Nuclear Proliferation in the Twenty-First Century
Whether the spread of nuclear weapons in the twenty-first century should be feared or welcomed has been the subject of considerable debate. Much of this debate presumes the explanatory and predictive power of realist international system theories (realism) and rational deterrence theory (rational deterrence). Although these bodies of thought offer some important insights about the likelihood and consequences of nuclear weapons spread, they omit important aspects of the problem both theoretically and empirically. Unlike during the Cold War, a multipolar world of regional nuclear rivalries may create an unmanageable stress test for hypotheses built on realism or rational deterrence.

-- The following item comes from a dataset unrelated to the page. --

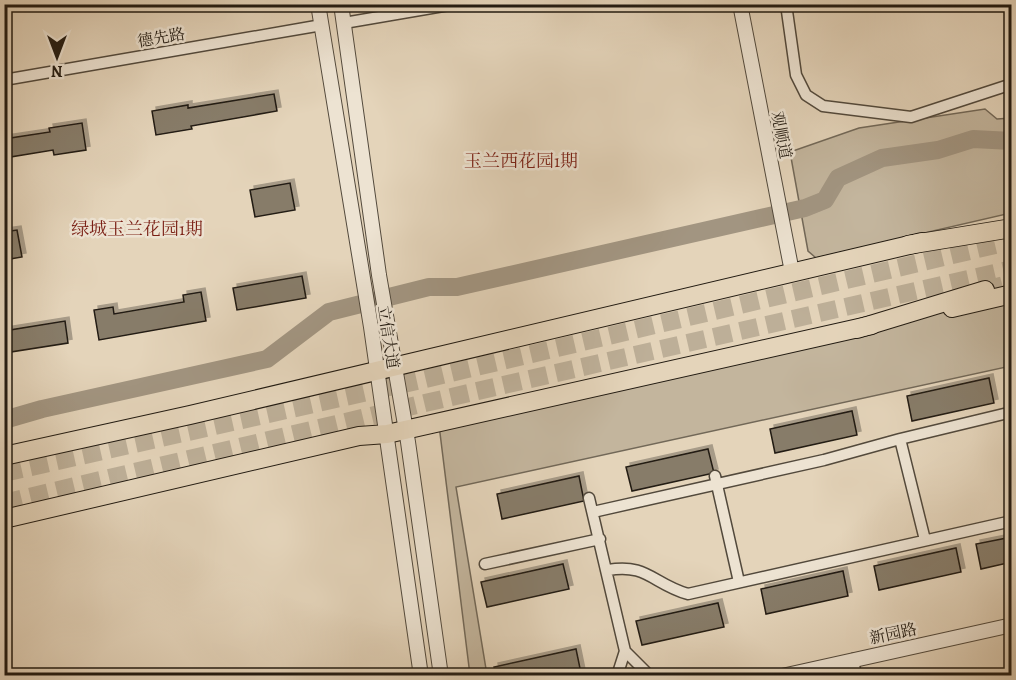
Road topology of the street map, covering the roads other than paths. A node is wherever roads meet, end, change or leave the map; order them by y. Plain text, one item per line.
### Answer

Through a Glass Darkly: Looking at Conflict Prevention, Management, and Termination
Cimbala shows why the prevention, management, and concluding of war all require an understanding of the subjective aspects of decision making as well as the hardware and tactics of military operations. A review of past cases of U.S. security policy decision making and a preview of some future problems are combined to distill important lessons about coping with conflict in the post-Cold War world. These lessons include the awareness that some conflicts are unnecessarily provoked or prolonged on account of the gap between the perspectives and experiences of civilian policy makers and the views of the armed forces leadership. Another important lesson is that, in resolving or managing conflicts, perceptions, and expectations of leaders filter out alternatives that might have led to preferred solutions had they been attempted in good time. Of particular interest to policy makers, military professionals, and researchers involved with contemporary military issues.

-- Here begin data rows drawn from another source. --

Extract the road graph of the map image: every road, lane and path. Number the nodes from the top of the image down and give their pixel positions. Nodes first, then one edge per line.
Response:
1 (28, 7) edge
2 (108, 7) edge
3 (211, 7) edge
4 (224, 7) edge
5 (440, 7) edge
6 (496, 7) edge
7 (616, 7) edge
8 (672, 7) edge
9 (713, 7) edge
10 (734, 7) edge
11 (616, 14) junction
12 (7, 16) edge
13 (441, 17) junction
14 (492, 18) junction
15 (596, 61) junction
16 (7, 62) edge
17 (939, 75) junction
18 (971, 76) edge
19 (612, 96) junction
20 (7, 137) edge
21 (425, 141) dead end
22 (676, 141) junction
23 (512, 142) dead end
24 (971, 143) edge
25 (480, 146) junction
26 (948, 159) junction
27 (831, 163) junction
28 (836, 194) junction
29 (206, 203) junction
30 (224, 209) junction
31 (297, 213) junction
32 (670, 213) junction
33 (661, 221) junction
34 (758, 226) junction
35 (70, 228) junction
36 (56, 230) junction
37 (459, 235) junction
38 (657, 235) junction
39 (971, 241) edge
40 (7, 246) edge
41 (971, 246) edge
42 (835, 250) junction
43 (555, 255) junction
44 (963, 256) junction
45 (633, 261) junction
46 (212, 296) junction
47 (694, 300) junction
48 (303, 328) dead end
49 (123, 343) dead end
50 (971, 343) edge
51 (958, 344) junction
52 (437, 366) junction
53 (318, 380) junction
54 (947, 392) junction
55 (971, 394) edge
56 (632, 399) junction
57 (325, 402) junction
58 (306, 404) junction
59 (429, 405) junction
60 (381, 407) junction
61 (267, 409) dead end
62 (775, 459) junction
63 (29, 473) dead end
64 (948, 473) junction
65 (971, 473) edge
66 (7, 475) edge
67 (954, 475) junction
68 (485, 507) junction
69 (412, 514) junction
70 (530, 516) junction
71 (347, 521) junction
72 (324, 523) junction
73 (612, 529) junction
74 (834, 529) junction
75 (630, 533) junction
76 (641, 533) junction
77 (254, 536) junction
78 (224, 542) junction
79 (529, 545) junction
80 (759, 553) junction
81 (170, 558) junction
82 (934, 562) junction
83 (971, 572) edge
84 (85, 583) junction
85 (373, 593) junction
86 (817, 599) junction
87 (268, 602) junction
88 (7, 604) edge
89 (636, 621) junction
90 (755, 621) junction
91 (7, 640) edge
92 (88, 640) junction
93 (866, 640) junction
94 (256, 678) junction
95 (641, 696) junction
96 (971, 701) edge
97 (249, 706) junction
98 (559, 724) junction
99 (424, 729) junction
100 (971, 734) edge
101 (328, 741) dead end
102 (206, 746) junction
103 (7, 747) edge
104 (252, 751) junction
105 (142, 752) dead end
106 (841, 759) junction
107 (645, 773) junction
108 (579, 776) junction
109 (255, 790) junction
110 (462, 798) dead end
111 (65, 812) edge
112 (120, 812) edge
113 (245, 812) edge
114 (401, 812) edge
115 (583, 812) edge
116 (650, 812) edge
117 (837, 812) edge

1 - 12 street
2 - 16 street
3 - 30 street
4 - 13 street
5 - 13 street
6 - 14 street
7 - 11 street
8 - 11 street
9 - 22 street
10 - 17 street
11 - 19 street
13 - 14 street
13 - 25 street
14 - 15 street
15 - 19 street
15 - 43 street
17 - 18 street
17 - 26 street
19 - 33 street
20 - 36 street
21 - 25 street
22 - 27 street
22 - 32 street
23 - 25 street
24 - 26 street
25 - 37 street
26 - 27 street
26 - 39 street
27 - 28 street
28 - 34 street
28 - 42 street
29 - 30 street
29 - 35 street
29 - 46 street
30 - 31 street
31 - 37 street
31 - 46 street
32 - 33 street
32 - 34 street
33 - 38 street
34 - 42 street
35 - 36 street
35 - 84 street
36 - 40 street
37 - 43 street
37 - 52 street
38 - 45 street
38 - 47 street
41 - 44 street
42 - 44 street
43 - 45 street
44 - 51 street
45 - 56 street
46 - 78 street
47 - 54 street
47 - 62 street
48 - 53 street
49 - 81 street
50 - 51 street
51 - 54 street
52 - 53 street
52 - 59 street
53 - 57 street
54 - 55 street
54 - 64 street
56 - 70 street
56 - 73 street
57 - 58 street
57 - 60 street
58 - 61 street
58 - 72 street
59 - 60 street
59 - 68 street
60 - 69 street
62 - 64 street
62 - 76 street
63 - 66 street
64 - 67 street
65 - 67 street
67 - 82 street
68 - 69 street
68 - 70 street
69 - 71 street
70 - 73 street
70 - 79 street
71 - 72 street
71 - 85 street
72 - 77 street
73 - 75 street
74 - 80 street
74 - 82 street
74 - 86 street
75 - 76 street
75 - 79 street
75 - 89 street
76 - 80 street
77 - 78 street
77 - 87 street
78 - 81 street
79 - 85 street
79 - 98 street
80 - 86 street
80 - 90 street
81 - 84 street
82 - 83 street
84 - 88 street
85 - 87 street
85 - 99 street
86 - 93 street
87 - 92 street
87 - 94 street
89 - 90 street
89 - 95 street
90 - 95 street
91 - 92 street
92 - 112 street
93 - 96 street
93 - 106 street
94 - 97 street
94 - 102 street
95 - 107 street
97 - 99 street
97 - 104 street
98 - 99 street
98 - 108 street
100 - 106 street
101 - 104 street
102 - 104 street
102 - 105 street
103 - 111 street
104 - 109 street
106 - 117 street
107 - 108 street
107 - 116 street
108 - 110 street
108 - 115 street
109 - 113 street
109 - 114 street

Nuclear deterrence and arms control: a new century
Cimbala and Scouras examine the issues related to the control of nuclear weapons in the early 21st century. These issues are both technical and policy oriented; science and values are commingled. This means that arguments about nuclear strategy, arms control, and proliferation are apt to be contentious and confusing. The authors seek to provide readers with a fuller, more accurate understanding of the issues involved.They begin by analyzing the crazy mathematics of nuclear arms races and arms control that preoccupied analysts and policymakers during the Cold War. After examining stability modeling, they argue for a more comprehensive definition of strategic stability and they relate this more inclusive concept to the current relationship between the United States and Russia-one characterized by cooperation as well as competition. They then use the concept of friction to analyze how the gap between theory and practice might influence nuclear force operations and arms control. The problem of nuclear weapons spread or proliferation is then considered from the vantage point of both theory and policy. They conclude with an analysis of whether the United States might get by in the 21st century with fewer legs of its strategic nuclear triplet than weapons based on land, at sea, and airborne. A provocative analysis for arms control policymakers, strategists, and students, scholars, and other researchers involved with nuclear weapons issues.